Getting Tables Out of PDFs¶
Tables in PDFs can be a real pain. Sometimes they're perfectly formatted with nice lines, other times they're just text floating around that vaguely looks like a table. Natural PDF gives you several different approaches to tackle whatever table nightmare you're dealing with.
Setup¶
Let's start with a PDF that has some tables to work with.
from natural_pdf import PDF
# Load the PDF
pdf = PDF("https://github.com/jsoma/natural-pdf/raw/refs/heads/main/pdfs/01-practice.pdf")
# Select the first page
page = pdf.pages[0]
# Display the page
page.show()
CropBox missing from /Page, defaulting to MediaBox
The Quick and Dirty Approach¶
If you know there's a table somewhere and just want to try extracting it, start simple:
# Try to extract the first table found on the page
# This uses pdfplumber behind the scenes
table_data = page.extract_table() # Returns a list of lists
table_data
[['Statute', 'Description', 'Level', 'Repeat?'], ['4.12.7', 'Unsanitary Working Conditions.', 'Critical', ''], ['5.8.3', 'Inadequate Protective Equipment.', 'Serious', ''], ['6.3.9', 'Ineffective Injury Prevention.', 'Serious', ''], ['7.1.5', 'Failure to Properly Store Hazardous Materials.', 'Critical', ''], ['8.9.2', 'Lack of Adequate Fire Safety Measures.', 'Serious', ''], ['9.6.4', 'Inadequate Ventilation Systems.', 'Serious', ''], ['10.2.7', 'Insufficient Employee Training for Safe Work Practices.', 'Serious', '']]
This might work great, or it might give you garbage. Tables are tricky.
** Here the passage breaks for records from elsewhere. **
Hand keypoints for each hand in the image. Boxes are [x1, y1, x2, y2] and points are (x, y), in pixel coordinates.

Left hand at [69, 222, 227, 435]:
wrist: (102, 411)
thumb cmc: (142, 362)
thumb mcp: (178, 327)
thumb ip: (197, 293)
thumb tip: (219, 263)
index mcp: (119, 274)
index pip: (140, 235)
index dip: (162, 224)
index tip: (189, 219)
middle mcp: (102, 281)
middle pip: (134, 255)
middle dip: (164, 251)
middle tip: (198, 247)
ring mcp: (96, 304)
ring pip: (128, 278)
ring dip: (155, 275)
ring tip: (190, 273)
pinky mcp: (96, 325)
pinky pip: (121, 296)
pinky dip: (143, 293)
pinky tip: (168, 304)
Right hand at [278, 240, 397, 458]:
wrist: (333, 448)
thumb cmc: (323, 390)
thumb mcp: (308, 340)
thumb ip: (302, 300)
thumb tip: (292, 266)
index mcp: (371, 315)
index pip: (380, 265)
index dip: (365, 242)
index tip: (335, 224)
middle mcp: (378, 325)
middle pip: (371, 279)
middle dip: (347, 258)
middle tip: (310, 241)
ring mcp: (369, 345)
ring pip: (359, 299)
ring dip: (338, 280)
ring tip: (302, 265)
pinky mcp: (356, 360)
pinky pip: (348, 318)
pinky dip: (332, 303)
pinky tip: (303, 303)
The Smart Way: Detect First, Then Extract¶
A better approach is to first find where the tables actually are, then extract them properly.
Finding Tables with YOLO (Fast and Pretty Good)¶
The YOLO model is good at spotting table-shaped areas on a page.
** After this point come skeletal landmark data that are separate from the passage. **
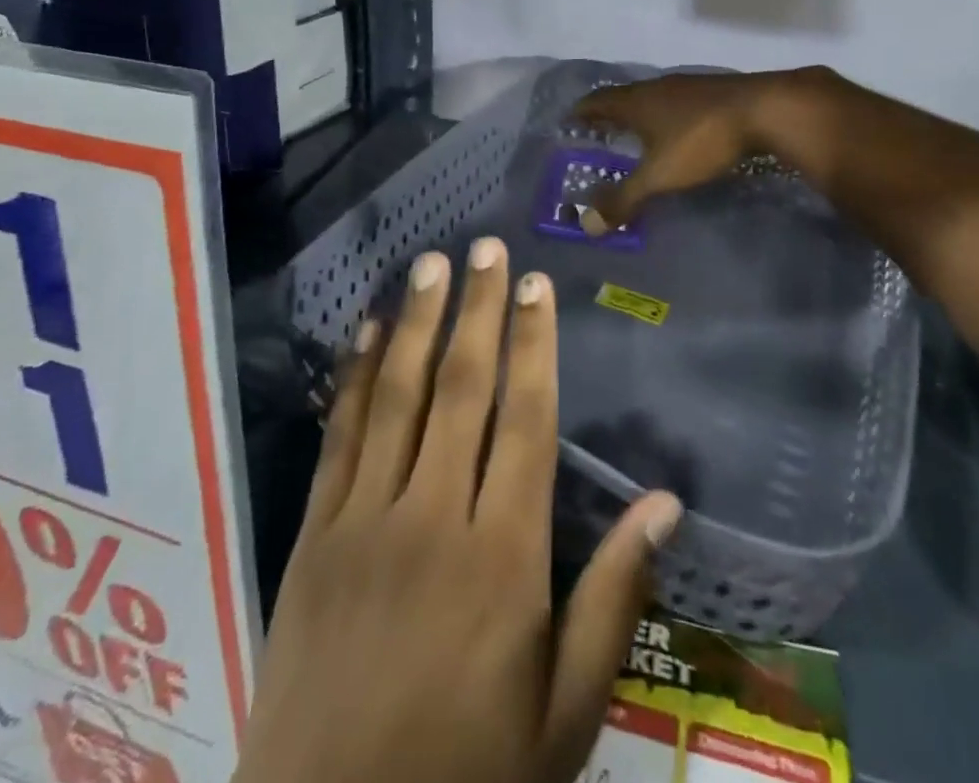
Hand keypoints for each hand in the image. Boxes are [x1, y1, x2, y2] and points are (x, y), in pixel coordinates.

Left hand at [237, 239, 683, 782]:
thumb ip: (612, 599)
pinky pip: (339, 437)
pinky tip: (370, 330)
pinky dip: (356, 376)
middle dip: (478, 310)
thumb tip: (665, 503)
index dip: (534, 345)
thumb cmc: (467, 775)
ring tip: (433, 263)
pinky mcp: (314, 536)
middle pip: (462, 389)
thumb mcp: (565, 714)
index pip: (525, 420)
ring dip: (420, 323)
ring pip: (399, 397)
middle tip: (486, 248)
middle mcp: (434, 517)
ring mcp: (365, 521)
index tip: (537, 287)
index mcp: (503, 557)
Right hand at [574, 70, 804, 226]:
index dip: (582, 111)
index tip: (569, 119)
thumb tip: (587, 224)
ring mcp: (689, 85)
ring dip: (641, 112)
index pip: (598, 101)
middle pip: (625, 96)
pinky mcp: (715, 91)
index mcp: (637, 102)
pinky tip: (679, 129)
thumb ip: (624, 199)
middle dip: (610, 112)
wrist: (766, 109)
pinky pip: (679, 101)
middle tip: (599, 128)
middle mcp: (658, 87)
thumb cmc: (702, 140)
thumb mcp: (660, 175)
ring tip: (636, 131)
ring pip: (654, 97)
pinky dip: (668, 114)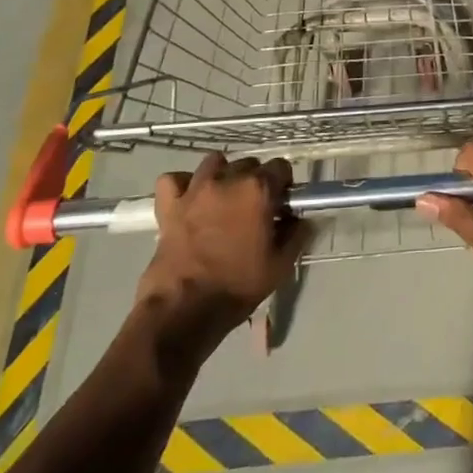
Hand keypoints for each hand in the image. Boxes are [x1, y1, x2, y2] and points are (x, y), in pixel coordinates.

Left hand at [133, 153, 310, 355]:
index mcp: (258, 190)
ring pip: (214, 163)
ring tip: (224, 198)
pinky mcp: (169, 204)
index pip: (281, 167)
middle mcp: (228, 179)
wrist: (184, 309)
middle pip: (249, 163)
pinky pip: (174, 180)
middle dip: (255, 180)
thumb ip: (297, 235)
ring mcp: (195, 189)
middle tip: (254, 207)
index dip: (284, 184)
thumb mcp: (280, 265)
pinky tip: (189, 199)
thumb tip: (303, 220)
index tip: (281, 204)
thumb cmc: (237, 286)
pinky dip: (182, 185)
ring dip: (223, 174)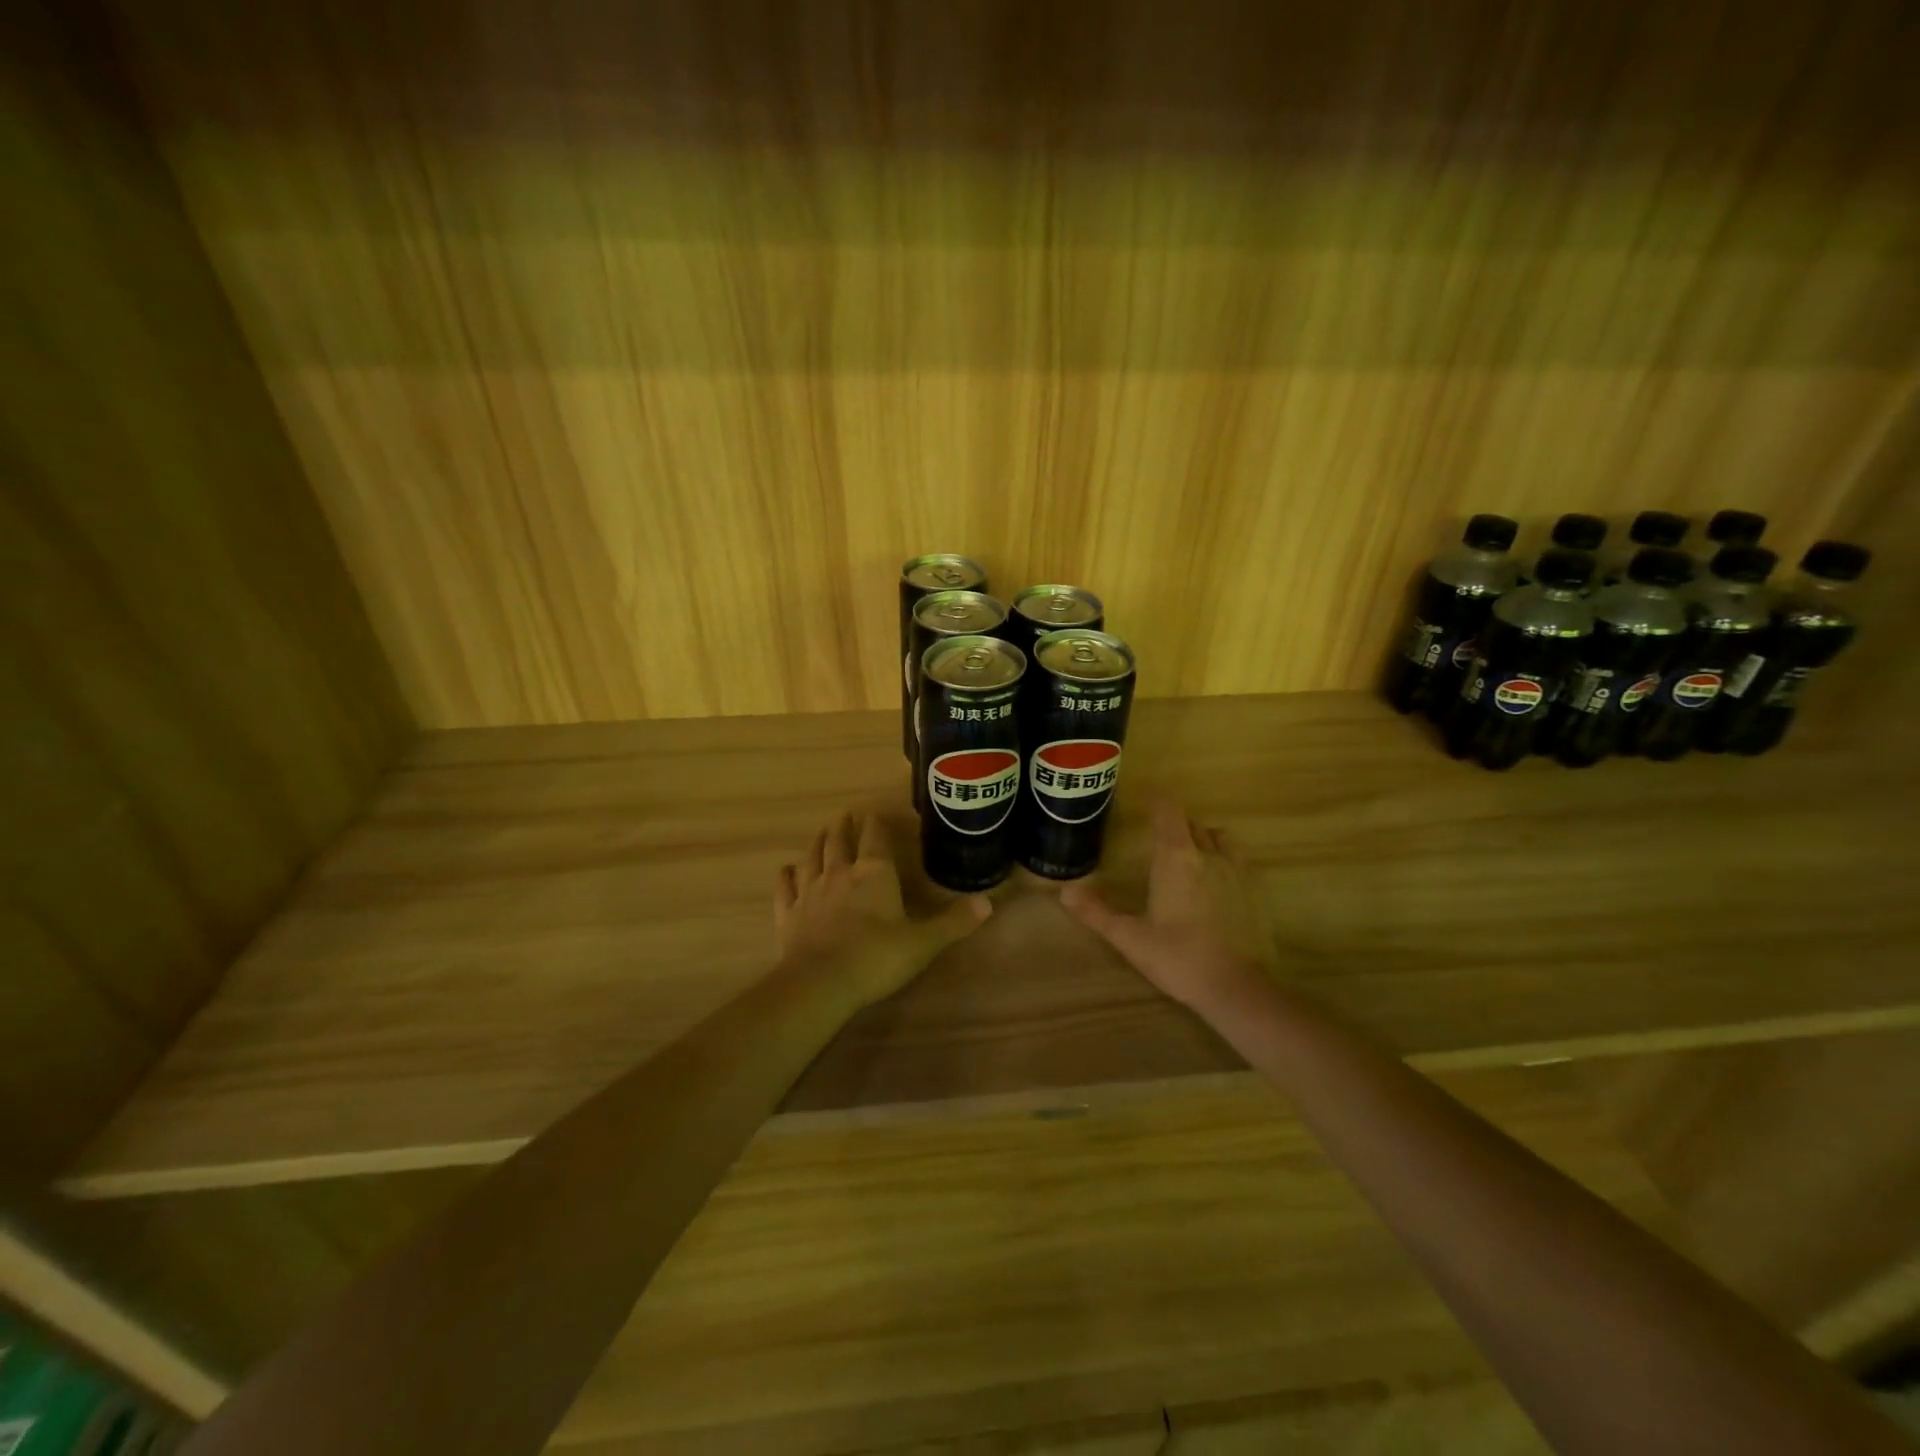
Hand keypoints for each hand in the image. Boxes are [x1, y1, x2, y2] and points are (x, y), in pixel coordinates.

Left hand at [775, 812, 991, 1010]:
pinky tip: (786, 870)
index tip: (874, 814)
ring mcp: (810, 892)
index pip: (875, 838)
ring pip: (812, 858)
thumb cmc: (877, 957)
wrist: (821, 983)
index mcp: (875, 874)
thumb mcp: (924, 942)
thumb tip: (988, 903)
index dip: (875, 824)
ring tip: (821, 832)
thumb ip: (953, 922)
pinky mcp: (788, 914)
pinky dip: (786, 876)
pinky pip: (785, 888)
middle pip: (839, 842)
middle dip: (844, 827)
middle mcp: (840, 874)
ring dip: (817, 843)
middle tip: (845, 816)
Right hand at [1060, 801, 1276, 1011]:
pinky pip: (1238, 859)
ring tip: (1189, 855)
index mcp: (1175, 858)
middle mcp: (1208, 855)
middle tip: (1157, 837)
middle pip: (1191, 824)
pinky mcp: (1255, 891)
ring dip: (1203, 838)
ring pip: (1219, 838)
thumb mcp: (1129, 937)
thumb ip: (1096, 912)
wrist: (1235, 988)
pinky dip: (1224, 859)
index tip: (1144, 804)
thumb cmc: (1177, 957)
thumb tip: (1063, 892)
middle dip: (1174, 824)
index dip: (1157, 803)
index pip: (1168, 813)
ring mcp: (1236, 871)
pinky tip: (1215, 882)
# Use YOLO to find table regions
page.analyze_layout(engine='yolo')
# Find what it thinks are tables
table_regions_yolo = page.find_all('region[type=table][model=yolo]')
table_regions_yolo.show()
image 1/1 /var/folders/25/h3prywj14qb0mlkl2s8bxq5m0000gn/T/tmpy_y9uk6k/temp_layout_image.png: 1024x800 1 title, 3 plain texts, 2 abandons, 1 table, 1619.9ms
Speed: 8.5ms preprocess, 1619.9ms inference, 3.8ms postprocess per image at shape (1, 3, 1024, 800)
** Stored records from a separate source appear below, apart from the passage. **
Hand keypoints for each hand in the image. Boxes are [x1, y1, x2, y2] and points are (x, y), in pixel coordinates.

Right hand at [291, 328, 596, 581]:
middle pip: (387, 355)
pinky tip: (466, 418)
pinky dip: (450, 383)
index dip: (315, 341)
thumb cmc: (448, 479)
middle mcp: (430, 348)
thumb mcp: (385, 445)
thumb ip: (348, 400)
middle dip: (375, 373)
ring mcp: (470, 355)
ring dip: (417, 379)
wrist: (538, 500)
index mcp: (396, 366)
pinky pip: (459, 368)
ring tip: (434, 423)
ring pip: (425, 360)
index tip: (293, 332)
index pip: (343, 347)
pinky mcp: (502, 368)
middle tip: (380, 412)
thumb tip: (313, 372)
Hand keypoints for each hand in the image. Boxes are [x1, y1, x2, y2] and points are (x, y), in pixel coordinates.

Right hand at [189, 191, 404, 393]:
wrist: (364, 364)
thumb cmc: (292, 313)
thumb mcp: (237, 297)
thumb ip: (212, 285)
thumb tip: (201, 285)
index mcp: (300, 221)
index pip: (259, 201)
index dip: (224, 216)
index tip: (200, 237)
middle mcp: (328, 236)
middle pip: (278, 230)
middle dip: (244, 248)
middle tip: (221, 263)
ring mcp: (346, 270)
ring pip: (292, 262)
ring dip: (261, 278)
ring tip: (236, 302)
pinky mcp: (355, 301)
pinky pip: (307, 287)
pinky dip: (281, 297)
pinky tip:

# Extract data from the detected table
table_regions_yolo[0].extract_table()
[['Statute', 'Description', 'Level', 'Repeat?'], ['4.12.7', 'Unsanitary Working Conditions.', 'Critical', ''], ['5.8.3', 'Inadequate Protective Equipment.', 'Serious', ''], ['6.3.9', 'Ineffective Injury Prevention.', 'Serious', ''], ['7.1.5', 'Failure to Properly Store Hazardous Materials.', 'Critical', ''], ['8.9.2', 'Lack of Adequate Fire Safety Measures.', 'Serious', ''], ['9.6.4', 'Inadequate Ventilation Systems.', 'Serious', ''], ['10.2.7', 'Insufficient Employee Training for Safe Work Practices.', 'Serious', '']]
Finding Tables with TATR (Slow but Very Smart)¶
The TATR model actually understands table structure - it can tell you where rows, columns, and headers are.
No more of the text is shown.